EXERCISE INSTRUCTIONS: Take each line of the entries below that contains "pinky" and copy it.
┌────────
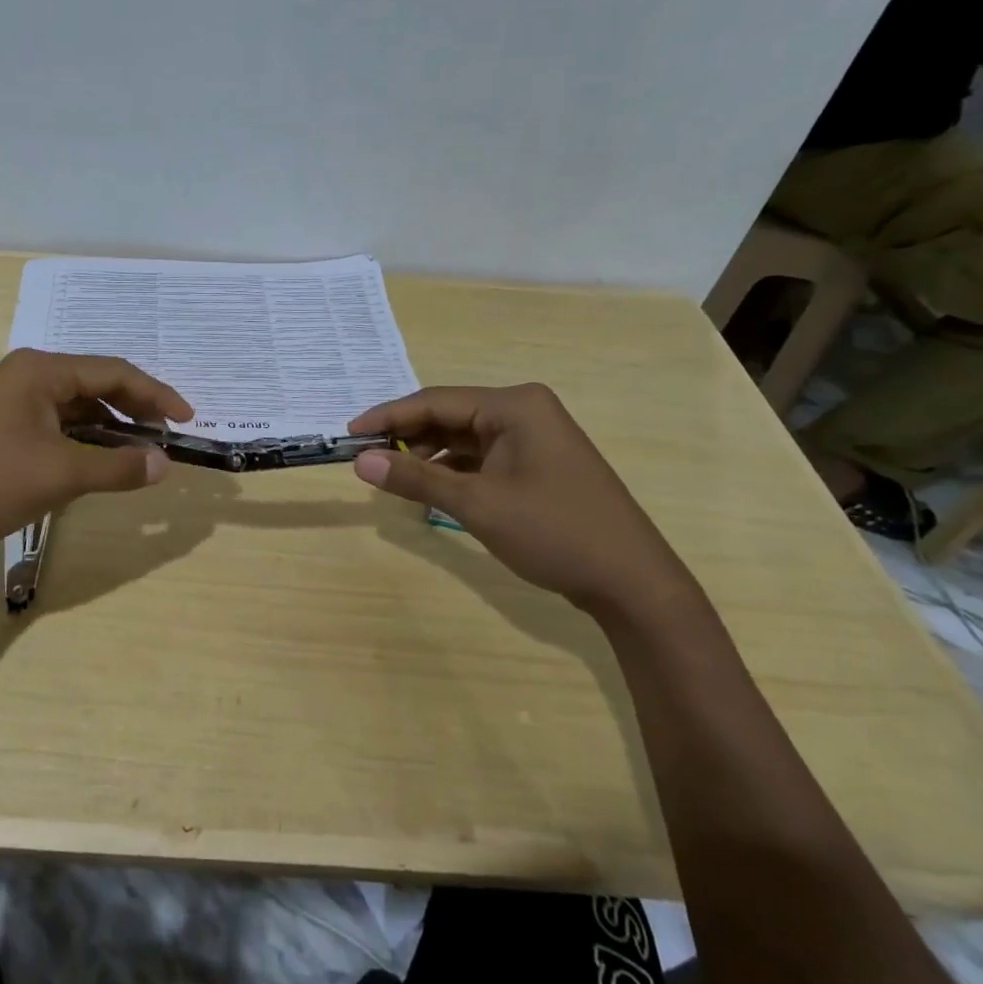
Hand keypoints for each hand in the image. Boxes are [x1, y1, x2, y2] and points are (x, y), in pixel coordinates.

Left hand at [0, 349, 191, 554]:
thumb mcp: (59, 475)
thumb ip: (117, 469)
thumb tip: (165, 465)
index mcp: (42, 371)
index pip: (114, 371)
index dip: (156, 394)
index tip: (187, 420)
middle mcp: (28, 376)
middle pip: (96, 384)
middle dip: (135, 410)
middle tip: (167, 437)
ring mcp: (11, 401)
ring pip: (76, 407)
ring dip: (110, 428)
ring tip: (141, 453)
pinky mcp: (1, 427)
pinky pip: (56, 425)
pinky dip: (84, 441)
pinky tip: (99, 463)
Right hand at [347, 384, 694, 614]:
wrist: (633, 583)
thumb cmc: (554, 532)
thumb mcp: (477, 505)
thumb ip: (416, 479)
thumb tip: (360, 462)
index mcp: (514, 405)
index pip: (435, 401)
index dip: (388, 416)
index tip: (349, 433)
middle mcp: (524, 411)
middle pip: (449, 415)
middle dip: (407, 436)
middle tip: (367, 459)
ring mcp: (534, 438)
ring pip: (464, 438)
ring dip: (428, 455)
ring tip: (394, 477)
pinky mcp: (538, 464)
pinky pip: (483, 457)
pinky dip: (454, 471)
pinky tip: (431, 490)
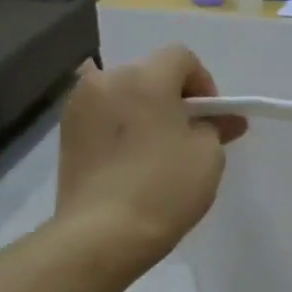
└────────
OUTPUT OF THE EXERCISE:
pinky mcp: (1, 427)
pinky pip: (56, 425)
pinky dip: (84, 441)
pinky tip: (99, 463)
pinky mcp: (538, 464)
pinky pip: (483, 457)
pinky dip: (454, 471)
pinky tip: (431, 490)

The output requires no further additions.